In his habeas petition seeking review of the magistrate judge’s determination of extraditability, Hoxha contended that he cannot be extradited because he faces, in the words of his appellate brief, “a substantial threat of torture” in Albania. Br. 36. Hoxha asserts that, under such circumstances, his extradition should be barred by an implicit “humanitarian exception” to be read into the applicable extradition treaty with Albania. Additionally, Hoxha claims that his extradition is forbidden by Section 2242 of the FARR Act, implementing the Torture Convention.
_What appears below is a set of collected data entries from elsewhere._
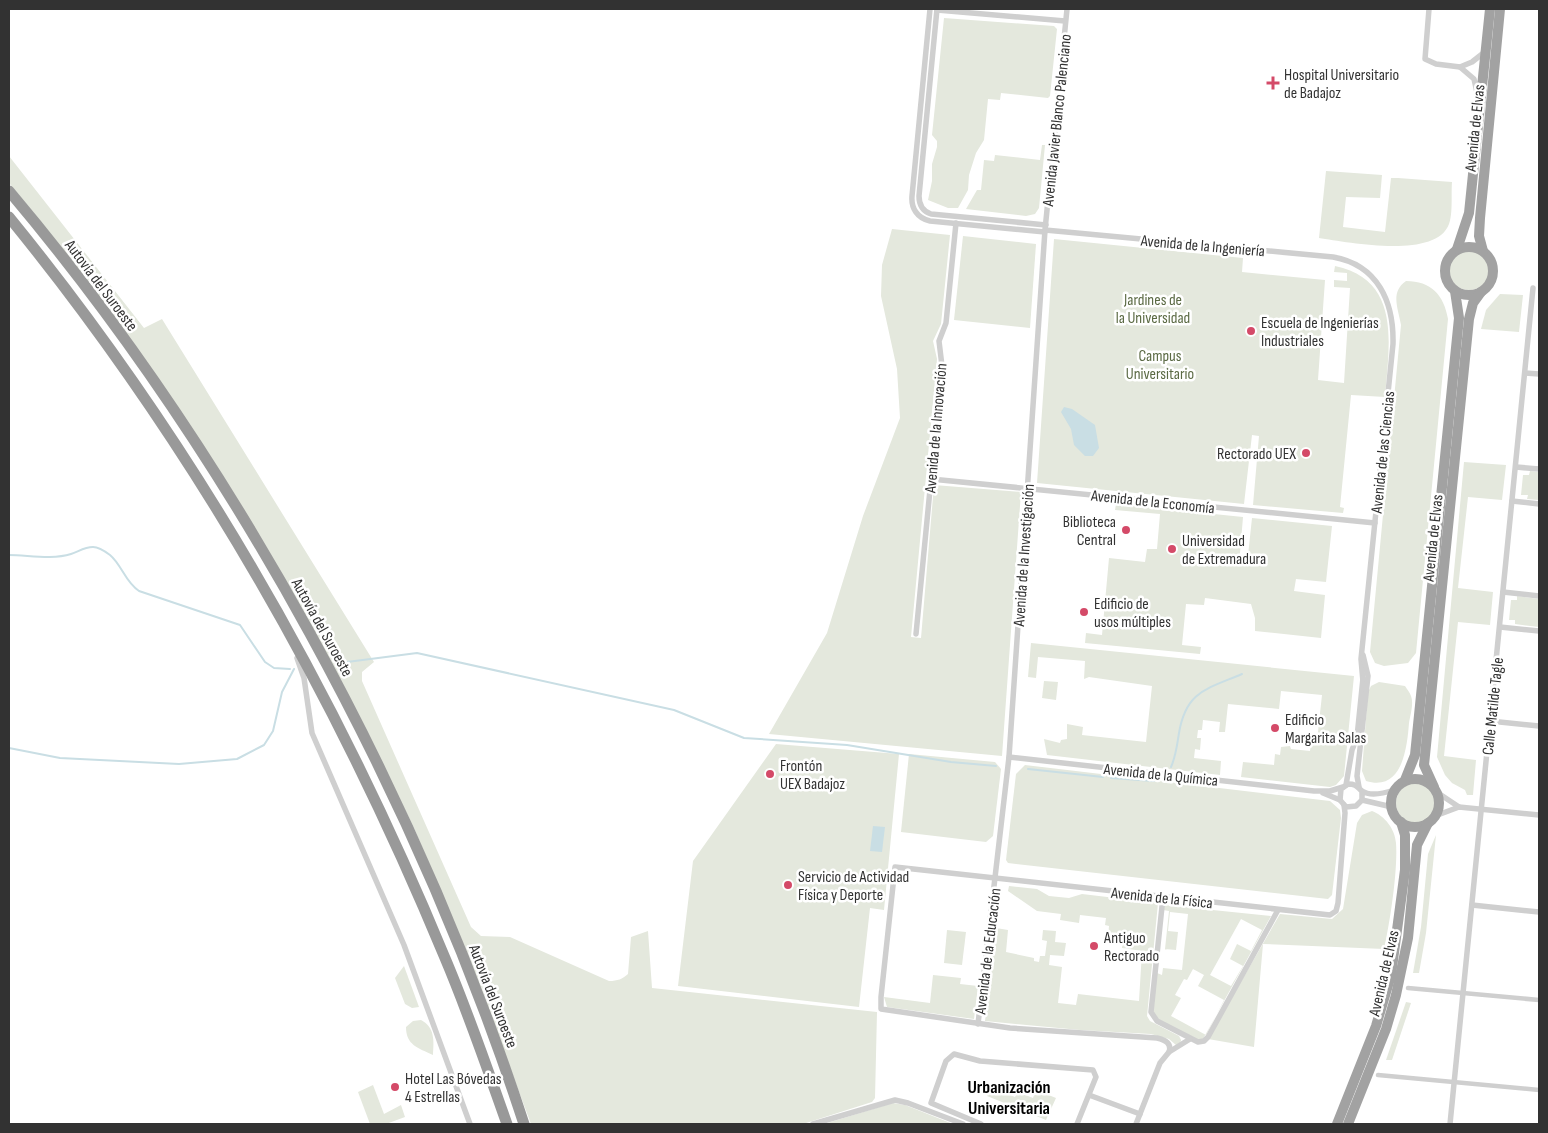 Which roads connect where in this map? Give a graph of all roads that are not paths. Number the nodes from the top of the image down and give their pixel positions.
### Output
1 (930, 9) edge
2 (999, 9) edge
3 (1067, 9) edge
4 (1429, 9) edge
5 (1490, 9) edge
6 (1500, 9) edge
7 (937, 10) edge
8 (998, 16) junction
9 (1065, 21) junction
10 (1486, 51) junction
11 (1460, 67) junction
12 (1480, 108) junction
13 (9, 191) edge
14 (9, 217) edge
15 (956, 223) junction
16 (1045, 229) junction
17 (1457, 249) junction
18 (1483, 251) junction
19 (1359, 266) joint
20 (1533, 288) dead end
21 (1455, 291) junction
22 (1481, 292) junction
23 (1525, 373) junction
24 (1539, 374) edge
25 (1516, 467) junction
26 (1539, 469) edge
27 (931, 479) junction
28 (1028, 489) junction
29 (1512, 501) junction
30 (1539, 504) edge
31 (1375, 523) junction
32 (1503, 592) junction
33 (1539, 596) edge
34 (1500, 627) junction
35 (1539, 631) edge
36 (289, 633) junction
37 (916, 634) dead end
38 (1362, 650) junction
39 (1369, 669) junction
40 (1363, 682) junction
41 (1490, 721) junction
42 (1539, 726) edge
43 (1009, 757) junction
44 (1406, 780) junction
45 (1344, 786) junction
46 (1360, 789) junction
47 (1394, 790) junction
48 (1436, 790) junction
49 (1314, 791) junction
50 (1362, 800) junction
51 (1342, 803) junction
52 (1392, 807) junction
53 (1459, 807) junction
54 (1482, 809) junction
55 (1539, 814) edge
56 (1432, 820) junction
57 (1401, 822) junction
58 (996, 878) junction
59 (1163, 897) junction
60 (1472, 905) junction
61 (1278, 910) junction
62 (1539, 912) edge
63 (1408, 988) dead end
64 (1463, 993) junction
65 (1539, 1000) edge
66 (978, 1024) junction
67 (1190, 1039) junction
68 (1169, 1052) junction
69 (1378, 1075) dead end
70 (1454, 1082) junction
71 (1539, 1090) edge
72 (1088, 1095) junction
73 (1140, 1114) junction
74 (470, 1124) edge
75 (507, 1124) edge
76 (524, 1124) edge
77 (813, 1124) edge
78 (963, 1124) edge
79 (981, 1124) edge
80 (1077, 1124) edge
81 (1136, 1124) edge
82 (1337, 1124) edge
83 (1348, 1124) edge
84 (1450, 1124) edge

1 - 15 street
2 - 8 street
3 - 9 street, Avenida Javier Blanco Palenciano
4 - 11 street
5 - 10 highway, Avenida de Elvas
6 - 18 highway, Avenida de Elvas
7 - 8 street
7 - 16 street
8 - 9 street
9 - 16 street, Avenida Javier Blanco Palenciano
10 - 11 street, Avenida de Elvas
10 - 12 highway, Avenida de Elvas
11 - 12 street, Avenida de Elvas
12 - 17 highway, Avenida de Elvas
13 - 76 highway, Autovía del Suroeste
14 - 36 highway, Autovía del Suroeste
15 - 16 street
15 - 27 street, Avenida de la Innovación
16 - 19 street, Avenida de la Ingeniería
16 - 28 street, Avenida de la Investigación
17 - 18 highway
17 - 21 highway
18 - 22 highway
19 - 31 street, Avenida de las Ciencias
20 - 23 street, Calle Matilde Tagle
21 - 22 highway
21 - 44 highway, Avenida de Elvas
22 - 48 highway, Avenida de Elvas
23 - 24 street
23 - 25 street, Calle Matilde Tagle
25 - 26 street
25 - 29 street, Calle Matilde Tagle
27 - 28 street, Avenida de la Economía
27 - 37 street, Avenida de la Innovación
28 - 31 street, Avenida de la Economía
28 - 43 street, Avenida de la Investigación
29 - 30 street
29 - 32 street, Calle Matilde Tagle
31 - 38 street, Avenida de las Ciencias
32 - 33 street
32 - 34 street, Calle Matilde Tagle
34 - 35 street
34 - 41 street, Calle Matilde Tagle
36 - 74 street
36 - 75 highway, Autovía del Suroeste
38 - 39 street, Avenida de las Ciencias
38 - 40 street, Avenida de las Ciencias
39 - 40 street
39 - 46 street
40 - 45 street
41 - 42 street
41 - 54 street, Calle Matilde Tagle
43 - 49 street, Avenida de la Química
43 - 58 street, Avenida de la Investigación
44 - 47 highway
44 - 48 highway
45 - 46 street
45 - 49 street, Avenida de la Química
45 - 51 street
46 - 47 street
46 - 50 street
47 - 52 highway
48 - 53 street
48 - 56 highway
49 - 51 street, Avenida de la Química
50 - 51 street
50 - 52 street
51 - 61 street, Avenida de la Física
52 - 57 highway
53 - 54 street
53 - 56 street
54 - 55 street
54 - 60 street, Calle Matilde Tagle
56 - 57 highway
56 - 83 highway, Avenida de Elvas
57 - 82 highway, Avenida de Elvas
58 - 59 street, Avenida de la Física
58 - 66 street, Avenida de la Educación
58 - 66 street, Avenida de la Física
59 - 61 street, Avenida de la Física
59 - 67 street
60 - 62 street
60 - 64 street, Calle Matilde Tagle
61 - 67 street
63 - 64 street
64 - 65 street
64 - 70 street, Calle Matilde Tagle
66 - 68 street
67 - 68 street
68 - 73 street
69 - 70 street
70 - 71 street
70 - 84 street, Calle Matilde Tagle
72 - 73 street
72 - 79 street
72 - 80 street
73 - 81 street
77 - 78 street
In carrying out the responsibilities of the United States under the Torture Convention, Section 2242(a) of the FARR Act provides that it is “the policy of the United States not to expel, extradite, or otherwise effect the involuntary return of any person to a country in which there are substantial grounds for believing the person would be in danger of being subjected to torture.” In addition, Section 2242(b) directs “the heads of the appropriate agencies” to “prescribe regulations to implement the obligations of the United States under Article 3” of the Torture Convention. That article provides that no state party to the convention shall extradite a person to another nation “where there are substantial grounds for believing that he would be in danger of being subjected to torture.” S. Treaty Doc. 100-20, at 20 (1988). This Court has explained that the central issue under Article 3 and the FARR Act is whether it is “more likely than not” that a person would be tortured. Auguste v. Ridge, 395 F.3d 123, 149 (3d Cir. 2005).
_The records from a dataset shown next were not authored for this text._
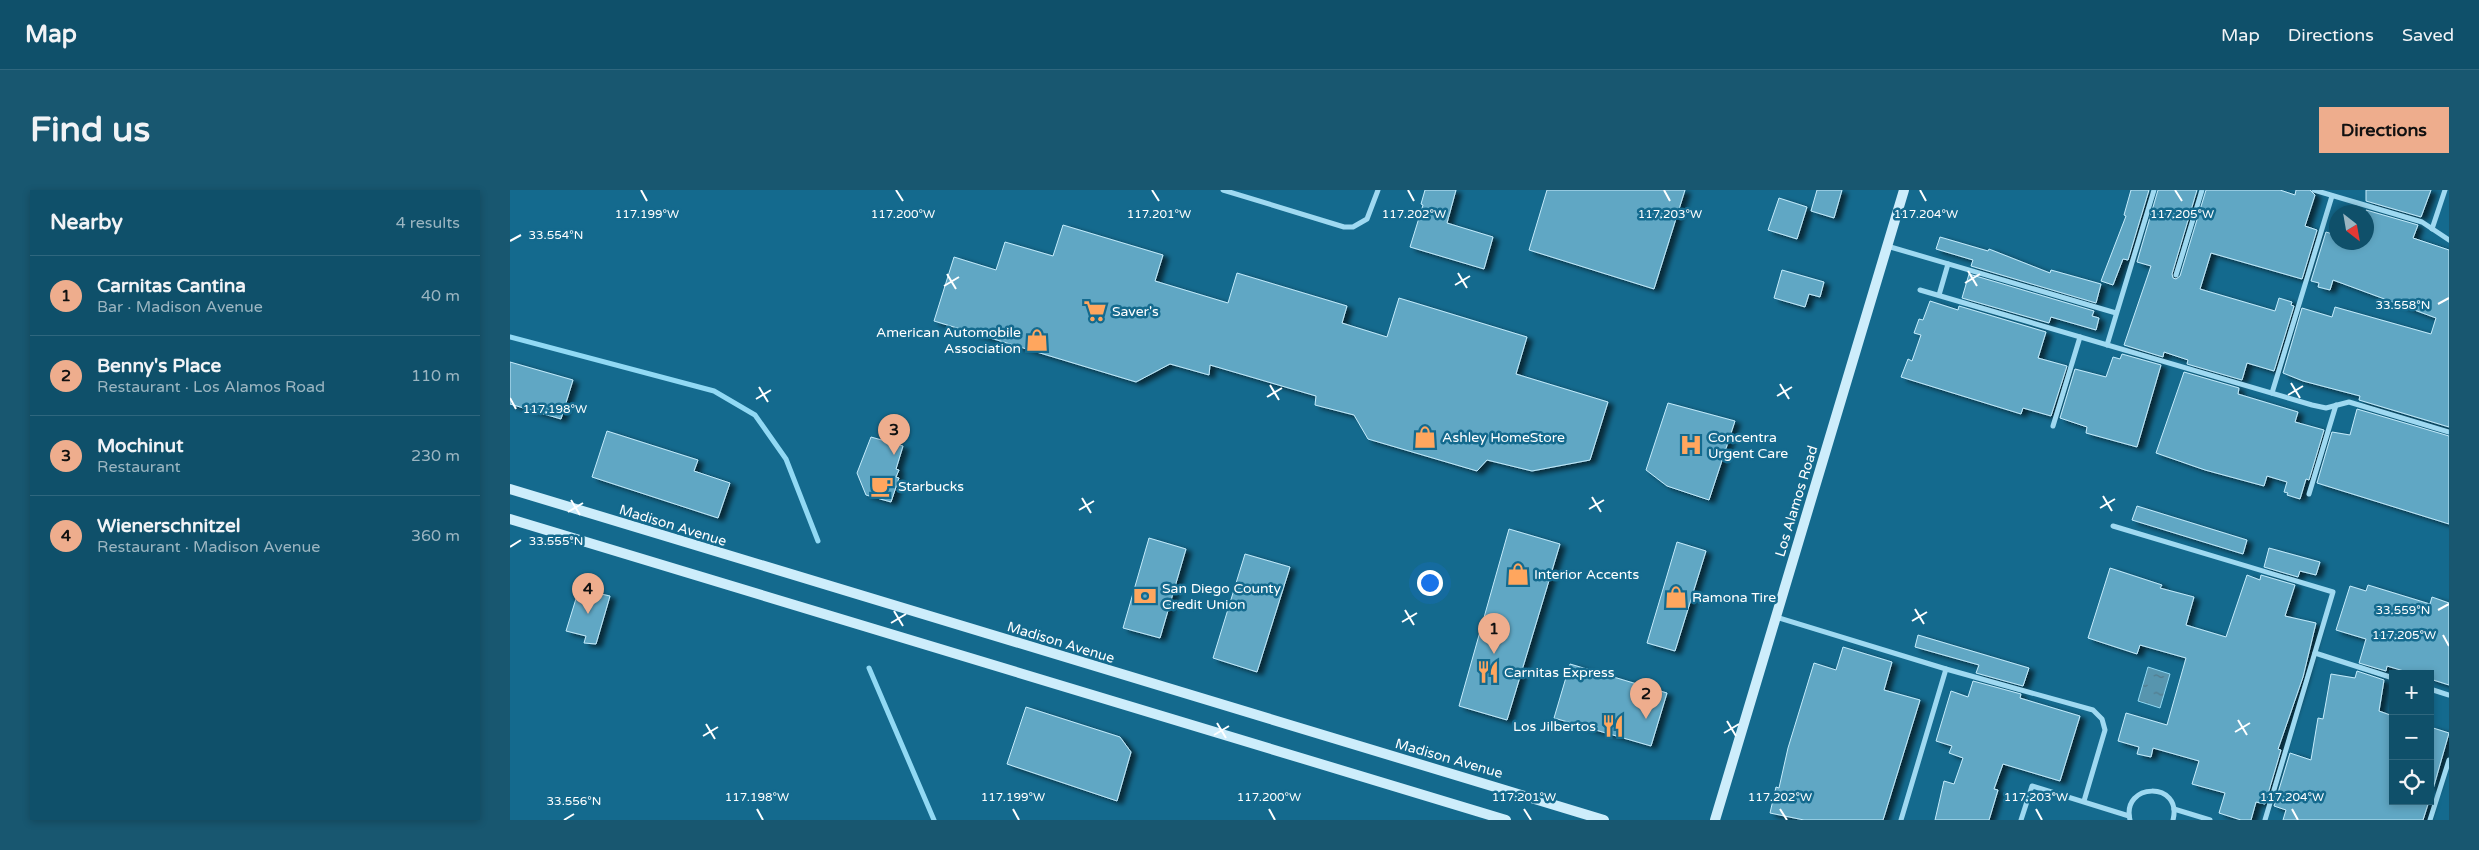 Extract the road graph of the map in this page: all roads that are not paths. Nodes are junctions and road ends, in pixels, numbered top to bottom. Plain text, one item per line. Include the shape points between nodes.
1 (1223, 190) edge
2 (1378, 190) edge
3 (1904, 190) edge
4 (2154, 190) edge
5 (2202, 190) edge
6 (2314, 190) edge
7 (2445, 190) edge
8 (2332, 196) junction
9 (2432, 229) junction
10 (2449, 240) edge
11 (1887, 246) junction
12 (1948, 264) junction
13 (2176, 275) dead end
14 (1920, 290) dead end
15 (1939, 295) junction
16 (2116, 313) junction
17 (2080, 337) junction
18 (2106, 345) junction
19 (2272, 393) junction
20 (2336, 405) junction
21 (2053, 426) dead end
22 (2449, 432) edge
23 (510, 489) edge
24 (2309, 494) dead end
25 (510, 518) edge
26 (2113, 526) dead end
27 (1776, 617) junction
28 (2315, 653) junction
29 (1946, 669) junction
30 (2389, 677) edge
31 (2434, 690) edge
32 (2449, 695) edge
33 (2449, 760) edge
34 (2084, 801) junction
35 (2174, 809) junction
36 (2130, 818) edge
37 (1506, 820) edge
38 (1604, 820) edge
39 (1715, 820) edge
40 (1901, 820) edge
41 (2021, 820) edge
42 (2173, 820) edge
43 (2210, 820) edge
44 (2265, 820) edge
45 (2430, 820) edge

1 - 2 street via 1344,226 1354,226 1367,219
3 - 11 main road, Los Alamos Road
4 - 16 street
5 - 13 street
6 - 8 street
7 - 9 street
8 - 9 street via 2422,222
8 - 19 street
9 - 10 street
11 - 12 street
11 - 27 main road, Los Alamos Road
12 - 15 street
12 - 16 street
14 - 15 street
15 - 17 street
16 - 18 street
17 - 18 street
17 - 21 street
18 - 19 street
19 - 20 street via 2326,408
20 - 22 street via 2349,402
20 - 24 street
23 - 38 main road, Madison Avenue
25 - 37 main road
26 - 28 street via 2334,592
27 - 29 street
27 - 39 main road, Los Alamos Road
28 - 30 street
28 - 44 street
29 - 34 street via 2092,710 2102,719 2106,730
29 - 40 street
31 - 32 street
33 - 45 street
34 - 36 street
34 - 41 street via 2032,786
35 - 36 street via 2162,793 2148,791 2132,802
35 - 42 street
35 - 43 street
State Department regulations provide that “the Secretary is the U.S. official responsible for determining whether to surrender a fugitive to a foreign country by means of extradition.” 22 C.F.R. § 95.2(b). When allegations regarding torture have been made in extradition cases, “appropriate policy and legal offices review and analyze information relevant to the case in preparing a recommendation to the Secretary as to whether or not to sign the surrender warrant.” Id. at § 95.3(a). Thereafter, “[b]ased on the resulting analysis of relevant information, the Secretary may decide to surrender the fugitive to the requesting State, to deny surrender of the fugitive, or to surrender the fugitive subject to conditions.” Id. at § 95.3(b).
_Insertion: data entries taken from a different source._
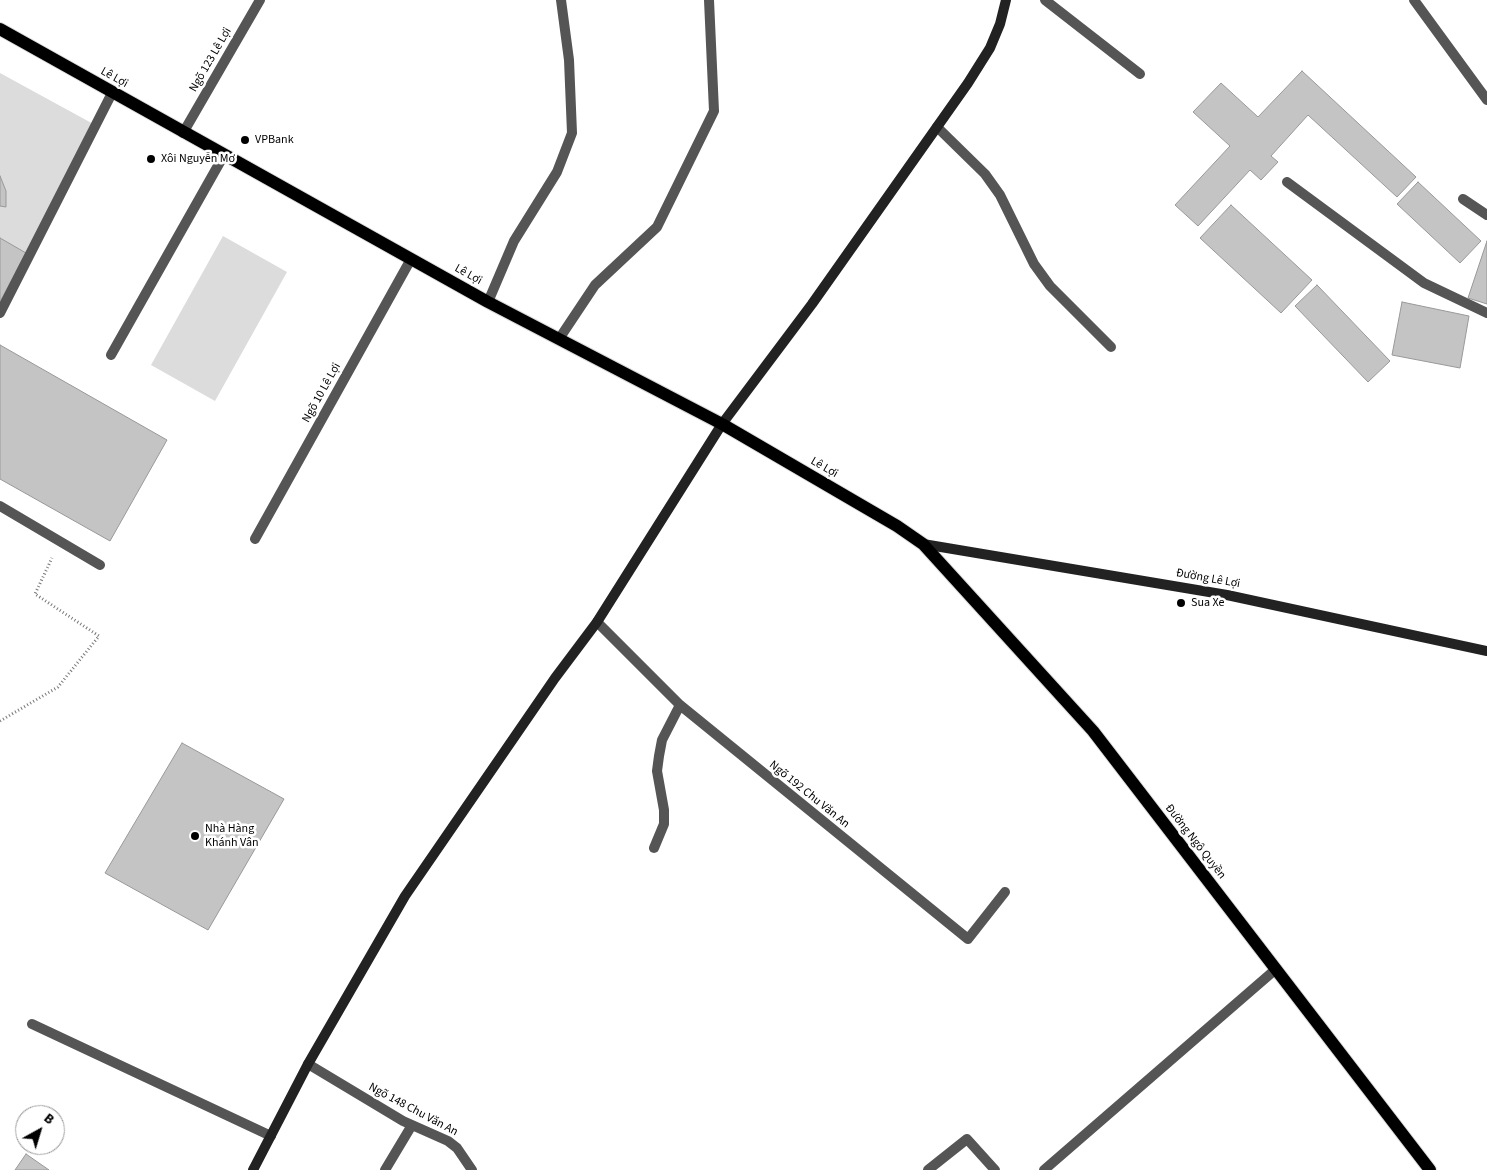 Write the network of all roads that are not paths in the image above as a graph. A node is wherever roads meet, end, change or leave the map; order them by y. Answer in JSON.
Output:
{"nodes":[{"id":1,"x":260,"y":0,"type":"edge"},
{"id":2,"x":561,"y":0,"type":"edge"},
{"id":3,"x":709,"y":0,"type":"edge"},
{"id":4,"x":1006,"y":0,"type":"edge"},
{"id":5,"x":1046,"y":0,"type":"edge"},
{"id":6,"x":1414,"y":0,"type":"edge"},
{"id":7,"x":0,"y":29,"type":"edge"},
{"id":8,"x":1140,"y":74,"type":"dead end"},
{"id":9,"x":112,"y":93,"type":"junction"},
{"id":10,"x":1487,"y":100,"type":"edge"},
{"id":11,"x":937,"y":127,"type":"junction"},
{"id":12,"x":183,"y":132,"type":"junction"},
{"id":13,"x":224,"y":155,"type":"junction"},
{"id":14,"x":1287,"y":182,"type":"dead end"},
{"id":15,"x":1463,"y":199,"type":"dead end"},
{"id":16,"x":1487,"y":215,"type":"edge"},
{"id":17,"x":411,"y":259,"type":"junction"},
{"id":18,"x":488,"y":302,"type":"junction"},
{"id":19,"x":0,"y":313,"type":"edge"},
{"id":20,"x":1487,"y":313,"type":"edge"},
{"id":21,"x":559,"y":339,"type":"junction"},
{"id":22,"x":1111,"y":347,"type":"dead end"},
{"id":23,"x":111,"y":355,"type":"dead end"},
{"id":24,"x":722,"y":424,"type":"junction"},
{"id":25,"x":0,"y":506,"type":"edge"},
{"id":26,"x":255,"y":539,"type":"dead end"},
{"id":27,"x":923,"y":544,"type":"junction"},
{"id":28,"x":100,"y":565,"type":"dead end"},
{"id":29,"x":597,"y":622,"type":"junction"},
{"id":30,"x":1487,"y":651,"type":"edge"},
{"id":31,"x":680,"y":706,"type":"junction"},
{"id":32,"x":654,"y":848,"type":"dead end"},
{"id":33,"x":1005,"y":892,"type":"dead end"},
{"id":34,"x":1276,"y":969,"type":"junction"},
{"id":35,"x":32,"y":1024,"type":"dead end"},
{"id":36,"x":308,"y":1064,"type":"junction"},
{"id":37,"x":412,"y":1125,"type":"junction"},
{"id":38,"x":271,"y":1136,"type":"junction"},
{"id":39,"x":254,"y":1170,"type":"edge"},
{"id":40,"x":385,"y":1170,"type":"edge"},
{"id":41,"x":472,"y":1170,"type":"edge"},
{"id":42,"x":928,"y":1170,"type":"edge"},
{"id":43,"x":995,"y":1170,"type":"edge"},
{"id":44,"x":1044,"y":1170,"type":"edge"},
{"id":45,"x":1430,"y":1170,"type":"edge"}],
"edges":[{"from":1,"to":12,"type":"street","name":"Ngõ 123 Lê Lợi"},
{"from":2,"to":18,"type":"street"},
{"from":3,"to":21,"type":"street"},
{"from":4,"to":11,"type":"street"},
{"from":5,"to":8,"type":"street"},
{"from":6,"to":10,"type":"street"},
{"from":7,"to":9,"type":"main road","name":"Lê Lợi"},
{"from":9,"to":12,"type":"main road","name":"Lê Lợi"},
{"from":9,"to":19,"type":"street"},
{"from":11,"to":22,"type":"street"},
{"from":11,"to":24,"type":"street"},
{"from":12,"to":13,"type":"main road","name":"Lê Lợi"},
{"from":13,"to":17,"type":"main road","name":"Lê Lợi"},
{"from":13,"to":23,"type":"street"},
{"from":14,"to":20,"type":"street"},
{"from":15,"to":16,"type":"street"},
{"from":17,"to":18,"type":"main road","name":"Lê Lợi"},
{"from":17,"to":26,"type":"street","name":"Ngõ 10 Lê Lợi"},
{"from":18,"to":21,"type":"main road","name":"Lê Lợi"},
{"from":21,"to":24,"type":"main road","name":"Lê Lợi"},
{"from":24,"to":27,"type":"main road","name":"Lê Lợi"},
{"from":24,"to":29,"type":"street"},
{"from":25,"to":28,"type":"street"},
{"from":27,"to":30,"type":"street","name":"Đường Lê Lợi"},
{"from":27,"to":34,"type":"main road","name":"Đường Ngô Quyền"},
{"from":29,"to":31,"type":"street","name":"Ngõ 192 Chu Văn An"},
{"from":29,"to":36,"type":"street"},
{"from":31,"to":32,"type":"street"},
{"from":31,"to":33,"type":"street","name":"Ngõ 192 Chu Văn An"},
{"from":34,"to":44,"type":"street"},
{"from":34,"to":45,"type":"main road","name":"Đường Ngô Quyền"},
{"from":35,"to":38,"type":"street"},
{"from":36,"to":37,"type":"street","name":"Ngõ 148 Chu Văn An"},
{"from":36,"to":38,"type":"street"},
{"from":37,"to":40,"type":"street"},
{"from":37,"to":41,"type":"street","name":"Ngõ 148 Chu Văn An"},
{"from":38,"to":39,"type":"street"},
{"from":42,"to":43,"type":"street"}]}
The Department of State’s decision-making process in extradition cases often raises sensitive issues when a fugitive makes torture claims. In assessing such claims, the State Department may need to weigh conflicting evidence from various sources regarding the situation in the requesting country. It may need to decide whether to raise with foreign officials the often delicate question of possible mistreatment, and, if so, with which officials and in what format. The State Department must then determine whether to seek assurances from the requesting country in order to protect the fugitive. Necessarily, it must also determine whether such assurances are likely to be reliable and credible.
These determinations made by the State Department can depend on various factors, ranging from an evaluation of the requesting country’s government and its degree of control over particular actors within its judicial system, to predictions about how the foreign regime is likely to act in practice, in light of its past assurances and behavior, to assessments of whether confidential diplomacy or public pronouncements would best protect the safety of the fugitive. These determinations are all inherently discretionary, and intrinsically within the power of the Executive to engage in highly sensitive foreign relations.
In sum, before deciding whether or not to actually direct Hoxha’s surrender to Albania, the State Department must investigate and analyze a variety of facts and considerations, including humanitarian concerns, as well as the governing law in the FARR Act and State Department regulations, and possibly engage in sensitive diplomatic communications and actions regarding whether assurances should be sought. While a magistrate judge has certified to the Secretary that Hoxha is extraditable under 18 U.S.C. § 1384, the Secretary has to date made no decision regarding Hoxha’s extradition.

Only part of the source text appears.